Sunday, March 11, 2018

Pity and Compassion

The last couple of weeks, I've continued my work with emotions.

I've had a particularly difficult week, where I've had to really assess the difference between pity and compassion.  I have to let go of an employee at my non-profit, and I have to balance my pity for the situation she will be in, with my compassion for my fellow employees who have to deal with the destructive emotions she introduces to the workplace.

My practice has really helped. And staying close to the mechanisms that Mingyur Rinpoche teaches has helped especially. First I rest in basic awareness, free of all objects, like the image and imaginary conversations I continue to have with this person and my peers. Then I allow whatever I'm feeling to come up, let's say pity.  And then rather than focus on the object of the pity, I focus on the pity itself.  Slowly the pity and my emotional pattern of pity start to naturally deconstruct.

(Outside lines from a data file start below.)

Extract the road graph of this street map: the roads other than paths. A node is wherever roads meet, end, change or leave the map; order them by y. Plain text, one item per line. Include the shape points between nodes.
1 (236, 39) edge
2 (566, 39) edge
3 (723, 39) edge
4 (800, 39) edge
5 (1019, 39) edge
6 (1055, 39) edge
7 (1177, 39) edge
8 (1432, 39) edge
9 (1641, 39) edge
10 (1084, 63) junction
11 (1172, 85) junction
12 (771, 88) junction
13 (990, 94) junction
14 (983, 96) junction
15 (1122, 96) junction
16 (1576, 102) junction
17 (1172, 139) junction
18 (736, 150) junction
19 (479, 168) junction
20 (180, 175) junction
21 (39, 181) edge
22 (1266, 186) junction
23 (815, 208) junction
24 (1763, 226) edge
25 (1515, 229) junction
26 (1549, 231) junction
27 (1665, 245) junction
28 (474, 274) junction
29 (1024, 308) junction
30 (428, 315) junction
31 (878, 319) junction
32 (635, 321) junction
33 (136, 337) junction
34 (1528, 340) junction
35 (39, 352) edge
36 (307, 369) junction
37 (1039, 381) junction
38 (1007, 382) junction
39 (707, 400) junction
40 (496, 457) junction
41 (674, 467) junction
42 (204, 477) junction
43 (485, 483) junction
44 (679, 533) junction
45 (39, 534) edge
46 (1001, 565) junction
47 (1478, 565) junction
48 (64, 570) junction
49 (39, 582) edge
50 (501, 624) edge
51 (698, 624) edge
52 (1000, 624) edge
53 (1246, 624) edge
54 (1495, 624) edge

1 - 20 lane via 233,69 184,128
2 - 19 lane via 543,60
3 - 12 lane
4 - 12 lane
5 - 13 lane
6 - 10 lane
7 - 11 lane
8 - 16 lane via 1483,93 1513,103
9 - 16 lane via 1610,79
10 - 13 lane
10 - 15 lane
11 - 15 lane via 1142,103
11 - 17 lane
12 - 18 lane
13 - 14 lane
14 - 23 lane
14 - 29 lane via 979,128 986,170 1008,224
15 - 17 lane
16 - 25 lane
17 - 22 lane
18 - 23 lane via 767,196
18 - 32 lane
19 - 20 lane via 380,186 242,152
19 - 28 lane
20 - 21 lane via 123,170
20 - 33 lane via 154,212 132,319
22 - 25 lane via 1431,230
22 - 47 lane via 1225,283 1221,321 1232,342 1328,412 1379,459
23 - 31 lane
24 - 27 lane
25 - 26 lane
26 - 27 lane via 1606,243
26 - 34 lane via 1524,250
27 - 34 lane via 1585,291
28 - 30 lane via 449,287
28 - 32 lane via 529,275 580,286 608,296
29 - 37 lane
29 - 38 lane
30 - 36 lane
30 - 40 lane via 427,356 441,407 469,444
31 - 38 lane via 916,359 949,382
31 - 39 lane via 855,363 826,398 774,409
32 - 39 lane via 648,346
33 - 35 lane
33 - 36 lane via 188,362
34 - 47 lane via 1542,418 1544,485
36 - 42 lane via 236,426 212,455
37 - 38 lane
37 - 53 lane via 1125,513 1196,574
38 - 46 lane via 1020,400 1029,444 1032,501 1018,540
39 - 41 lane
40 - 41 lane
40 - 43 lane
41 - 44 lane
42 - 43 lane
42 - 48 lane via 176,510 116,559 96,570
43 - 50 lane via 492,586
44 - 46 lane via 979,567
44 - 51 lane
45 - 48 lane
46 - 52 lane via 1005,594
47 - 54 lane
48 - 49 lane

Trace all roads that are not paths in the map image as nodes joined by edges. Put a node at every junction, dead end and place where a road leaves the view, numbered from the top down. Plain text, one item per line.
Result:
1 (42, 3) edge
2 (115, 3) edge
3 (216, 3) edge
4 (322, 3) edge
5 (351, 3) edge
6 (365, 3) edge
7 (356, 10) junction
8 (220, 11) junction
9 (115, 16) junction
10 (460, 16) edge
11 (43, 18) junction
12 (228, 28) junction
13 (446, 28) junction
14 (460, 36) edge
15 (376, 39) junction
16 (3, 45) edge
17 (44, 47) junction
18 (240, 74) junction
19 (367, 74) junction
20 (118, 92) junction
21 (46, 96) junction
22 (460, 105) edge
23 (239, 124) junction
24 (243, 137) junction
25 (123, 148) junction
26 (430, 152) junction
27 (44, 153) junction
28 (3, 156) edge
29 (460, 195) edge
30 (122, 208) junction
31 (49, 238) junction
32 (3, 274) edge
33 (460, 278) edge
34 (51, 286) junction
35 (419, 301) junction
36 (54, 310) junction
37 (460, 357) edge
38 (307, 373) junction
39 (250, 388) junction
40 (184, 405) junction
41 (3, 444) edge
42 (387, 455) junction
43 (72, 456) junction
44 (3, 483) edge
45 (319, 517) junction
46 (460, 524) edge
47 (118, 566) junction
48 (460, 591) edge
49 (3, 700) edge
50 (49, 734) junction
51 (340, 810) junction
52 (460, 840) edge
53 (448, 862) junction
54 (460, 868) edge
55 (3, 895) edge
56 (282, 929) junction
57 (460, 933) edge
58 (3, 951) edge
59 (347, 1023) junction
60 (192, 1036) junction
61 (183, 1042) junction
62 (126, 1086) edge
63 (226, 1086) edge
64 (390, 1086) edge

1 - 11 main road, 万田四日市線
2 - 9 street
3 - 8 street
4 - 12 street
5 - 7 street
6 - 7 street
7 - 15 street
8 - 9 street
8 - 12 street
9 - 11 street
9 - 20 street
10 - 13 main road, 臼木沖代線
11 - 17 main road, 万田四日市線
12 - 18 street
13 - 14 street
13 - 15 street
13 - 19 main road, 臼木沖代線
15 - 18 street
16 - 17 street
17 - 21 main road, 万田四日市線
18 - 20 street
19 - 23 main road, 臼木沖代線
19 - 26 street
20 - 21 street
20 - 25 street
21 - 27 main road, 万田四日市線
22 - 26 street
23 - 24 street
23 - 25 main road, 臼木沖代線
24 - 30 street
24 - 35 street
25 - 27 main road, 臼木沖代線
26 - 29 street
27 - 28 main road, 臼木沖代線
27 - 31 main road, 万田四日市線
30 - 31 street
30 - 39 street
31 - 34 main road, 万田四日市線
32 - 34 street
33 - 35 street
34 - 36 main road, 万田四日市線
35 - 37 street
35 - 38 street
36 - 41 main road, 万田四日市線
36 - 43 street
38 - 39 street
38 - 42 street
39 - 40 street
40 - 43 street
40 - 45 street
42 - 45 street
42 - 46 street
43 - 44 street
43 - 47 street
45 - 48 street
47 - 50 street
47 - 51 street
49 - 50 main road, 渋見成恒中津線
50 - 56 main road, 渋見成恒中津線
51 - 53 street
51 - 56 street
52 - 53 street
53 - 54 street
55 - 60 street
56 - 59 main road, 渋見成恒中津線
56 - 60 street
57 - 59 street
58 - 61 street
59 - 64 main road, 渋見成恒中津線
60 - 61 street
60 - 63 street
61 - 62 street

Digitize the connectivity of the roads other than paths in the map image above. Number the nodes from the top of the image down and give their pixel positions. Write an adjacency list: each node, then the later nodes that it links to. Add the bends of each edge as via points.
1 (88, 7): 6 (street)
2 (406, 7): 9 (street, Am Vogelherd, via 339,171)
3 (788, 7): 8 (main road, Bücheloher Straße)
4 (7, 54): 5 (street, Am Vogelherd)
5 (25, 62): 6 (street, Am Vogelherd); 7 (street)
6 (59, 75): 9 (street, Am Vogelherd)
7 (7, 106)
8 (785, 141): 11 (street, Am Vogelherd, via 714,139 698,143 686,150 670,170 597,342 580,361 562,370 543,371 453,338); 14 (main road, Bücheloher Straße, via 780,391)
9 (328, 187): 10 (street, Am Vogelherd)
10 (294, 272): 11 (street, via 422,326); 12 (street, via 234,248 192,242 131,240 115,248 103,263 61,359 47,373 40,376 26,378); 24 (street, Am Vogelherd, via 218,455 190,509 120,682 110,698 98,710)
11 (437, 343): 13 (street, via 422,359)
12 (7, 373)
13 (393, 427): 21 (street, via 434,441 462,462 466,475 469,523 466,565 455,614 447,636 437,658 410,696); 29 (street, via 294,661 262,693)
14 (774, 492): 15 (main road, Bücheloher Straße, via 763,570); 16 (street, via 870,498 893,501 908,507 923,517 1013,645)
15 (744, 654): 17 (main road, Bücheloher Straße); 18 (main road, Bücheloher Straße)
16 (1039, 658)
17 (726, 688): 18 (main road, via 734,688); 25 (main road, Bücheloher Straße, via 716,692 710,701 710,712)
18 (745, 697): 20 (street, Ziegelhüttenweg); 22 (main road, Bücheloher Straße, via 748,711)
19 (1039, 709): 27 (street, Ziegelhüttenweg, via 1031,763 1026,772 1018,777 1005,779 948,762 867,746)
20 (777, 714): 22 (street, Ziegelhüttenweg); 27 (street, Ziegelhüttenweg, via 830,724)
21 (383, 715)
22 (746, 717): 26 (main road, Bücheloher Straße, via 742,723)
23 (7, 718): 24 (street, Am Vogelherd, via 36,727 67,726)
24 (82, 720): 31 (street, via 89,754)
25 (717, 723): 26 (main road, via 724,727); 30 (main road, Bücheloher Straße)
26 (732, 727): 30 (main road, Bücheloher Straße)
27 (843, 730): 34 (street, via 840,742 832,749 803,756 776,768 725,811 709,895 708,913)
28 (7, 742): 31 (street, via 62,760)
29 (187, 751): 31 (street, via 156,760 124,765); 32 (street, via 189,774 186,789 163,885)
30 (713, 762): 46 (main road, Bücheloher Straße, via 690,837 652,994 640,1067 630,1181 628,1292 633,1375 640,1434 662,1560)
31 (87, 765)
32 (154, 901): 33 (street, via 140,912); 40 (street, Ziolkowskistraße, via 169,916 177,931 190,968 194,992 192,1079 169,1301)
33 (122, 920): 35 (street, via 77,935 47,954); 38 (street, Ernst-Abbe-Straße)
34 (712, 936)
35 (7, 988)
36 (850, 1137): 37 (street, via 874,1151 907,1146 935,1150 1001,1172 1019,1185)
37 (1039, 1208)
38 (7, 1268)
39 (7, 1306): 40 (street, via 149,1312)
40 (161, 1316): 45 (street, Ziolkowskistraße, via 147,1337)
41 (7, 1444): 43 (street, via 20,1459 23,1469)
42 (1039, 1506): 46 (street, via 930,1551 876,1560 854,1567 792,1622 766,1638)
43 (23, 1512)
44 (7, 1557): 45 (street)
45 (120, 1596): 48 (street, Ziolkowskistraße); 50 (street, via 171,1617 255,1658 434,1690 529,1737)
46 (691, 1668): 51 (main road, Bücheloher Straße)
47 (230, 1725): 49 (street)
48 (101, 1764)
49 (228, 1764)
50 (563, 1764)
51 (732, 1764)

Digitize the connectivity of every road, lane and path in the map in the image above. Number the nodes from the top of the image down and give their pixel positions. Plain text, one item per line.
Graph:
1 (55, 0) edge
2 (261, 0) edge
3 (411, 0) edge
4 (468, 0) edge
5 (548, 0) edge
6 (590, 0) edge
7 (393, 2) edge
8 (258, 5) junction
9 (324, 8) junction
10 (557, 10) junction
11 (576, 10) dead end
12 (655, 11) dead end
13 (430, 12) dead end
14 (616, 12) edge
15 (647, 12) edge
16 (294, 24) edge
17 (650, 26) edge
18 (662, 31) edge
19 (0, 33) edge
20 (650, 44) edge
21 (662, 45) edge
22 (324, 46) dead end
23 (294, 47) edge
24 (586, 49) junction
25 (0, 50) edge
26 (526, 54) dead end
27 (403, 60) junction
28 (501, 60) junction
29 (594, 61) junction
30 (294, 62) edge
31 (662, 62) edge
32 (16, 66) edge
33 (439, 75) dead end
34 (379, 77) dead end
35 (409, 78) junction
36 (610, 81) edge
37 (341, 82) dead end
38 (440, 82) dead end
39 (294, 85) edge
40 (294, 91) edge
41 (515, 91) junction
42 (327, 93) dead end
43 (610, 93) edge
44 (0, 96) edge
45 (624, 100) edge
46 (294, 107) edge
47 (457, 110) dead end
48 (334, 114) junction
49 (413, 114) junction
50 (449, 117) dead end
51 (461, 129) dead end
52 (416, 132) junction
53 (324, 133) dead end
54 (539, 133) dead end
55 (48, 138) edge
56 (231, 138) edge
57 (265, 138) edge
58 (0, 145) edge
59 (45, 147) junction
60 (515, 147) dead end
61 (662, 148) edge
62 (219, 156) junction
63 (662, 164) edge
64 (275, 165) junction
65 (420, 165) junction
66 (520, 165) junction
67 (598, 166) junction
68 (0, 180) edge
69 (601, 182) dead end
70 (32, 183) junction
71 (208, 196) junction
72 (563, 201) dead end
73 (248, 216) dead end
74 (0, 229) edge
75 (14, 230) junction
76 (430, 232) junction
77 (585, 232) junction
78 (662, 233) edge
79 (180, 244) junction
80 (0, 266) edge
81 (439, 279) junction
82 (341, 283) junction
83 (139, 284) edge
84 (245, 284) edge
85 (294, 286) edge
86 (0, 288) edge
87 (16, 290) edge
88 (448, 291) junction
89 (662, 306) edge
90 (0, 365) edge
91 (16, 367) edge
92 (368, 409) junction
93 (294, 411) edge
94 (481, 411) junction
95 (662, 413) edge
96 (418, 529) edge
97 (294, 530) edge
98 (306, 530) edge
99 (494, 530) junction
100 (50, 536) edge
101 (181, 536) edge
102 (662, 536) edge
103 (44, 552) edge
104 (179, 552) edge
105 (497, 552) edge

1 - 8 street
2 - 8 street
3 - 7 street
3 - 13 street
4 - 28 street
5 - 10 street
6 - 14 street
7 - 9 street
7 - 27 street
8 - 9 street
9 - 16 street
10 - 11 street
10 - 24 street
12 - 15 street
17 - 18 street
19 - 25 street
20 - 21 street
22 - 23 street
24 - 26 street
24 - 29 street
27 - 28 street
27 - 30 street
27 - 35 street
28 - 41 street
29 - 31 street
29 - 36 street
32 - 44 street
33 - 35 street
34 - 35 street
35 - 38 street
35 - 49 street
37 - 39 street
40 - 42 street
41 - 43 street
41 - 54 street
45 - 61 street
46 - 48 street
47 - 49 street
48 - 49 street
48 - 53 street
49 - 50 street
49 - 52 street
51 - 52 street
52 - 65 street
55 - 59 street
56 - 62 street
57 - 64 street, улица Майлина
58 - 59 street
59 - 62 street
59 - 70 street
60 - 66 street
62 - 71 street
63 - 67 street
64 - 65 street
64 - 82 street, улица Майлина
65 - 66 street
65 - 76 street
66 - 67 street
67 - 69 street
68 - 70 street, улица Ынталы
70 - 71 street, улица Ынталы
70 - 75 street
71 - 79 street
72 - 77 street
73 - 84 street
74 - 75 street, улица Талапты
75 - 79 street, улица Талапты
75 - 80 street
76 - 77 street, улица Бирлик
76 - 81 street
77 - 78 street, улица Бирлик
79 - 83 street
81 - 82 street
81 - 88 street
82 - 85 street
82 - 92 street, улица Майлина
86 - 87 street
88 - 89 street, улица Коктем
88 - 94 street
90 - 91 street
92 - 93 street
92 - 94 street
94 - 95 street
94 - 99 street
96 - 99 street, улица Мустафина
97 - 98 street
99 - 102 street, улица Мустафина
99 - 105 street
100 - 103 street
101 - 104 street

I've felt a few things. How pity is a substitute for genuine grief and sadness. And also how pity is a stumbling block on gratitude.  If I'm focused on what other people don't have, e.g. job skills, emotional control, insight, good judgment, I'm not able to be grateful for having these qualities or to be grateful and respectful to the people who have them.

Still, it's tough. I'm putting someone in the same place I was five years ago. Without work, without money, experiencing the consequences of work that isn't stable. I was able to pull myself together, and then some. I'm so much better off financially than I was back then. That job was a rut for me, and this job is a rut for this person. I know she will never advance here.

Encouraging her to leave, and giving her the opportunity to assess the consequences of her behaviour, is the path to compassion.  I have to have faith that she has it in her to turn her life around. I did, and she has the same essential qualities as I do.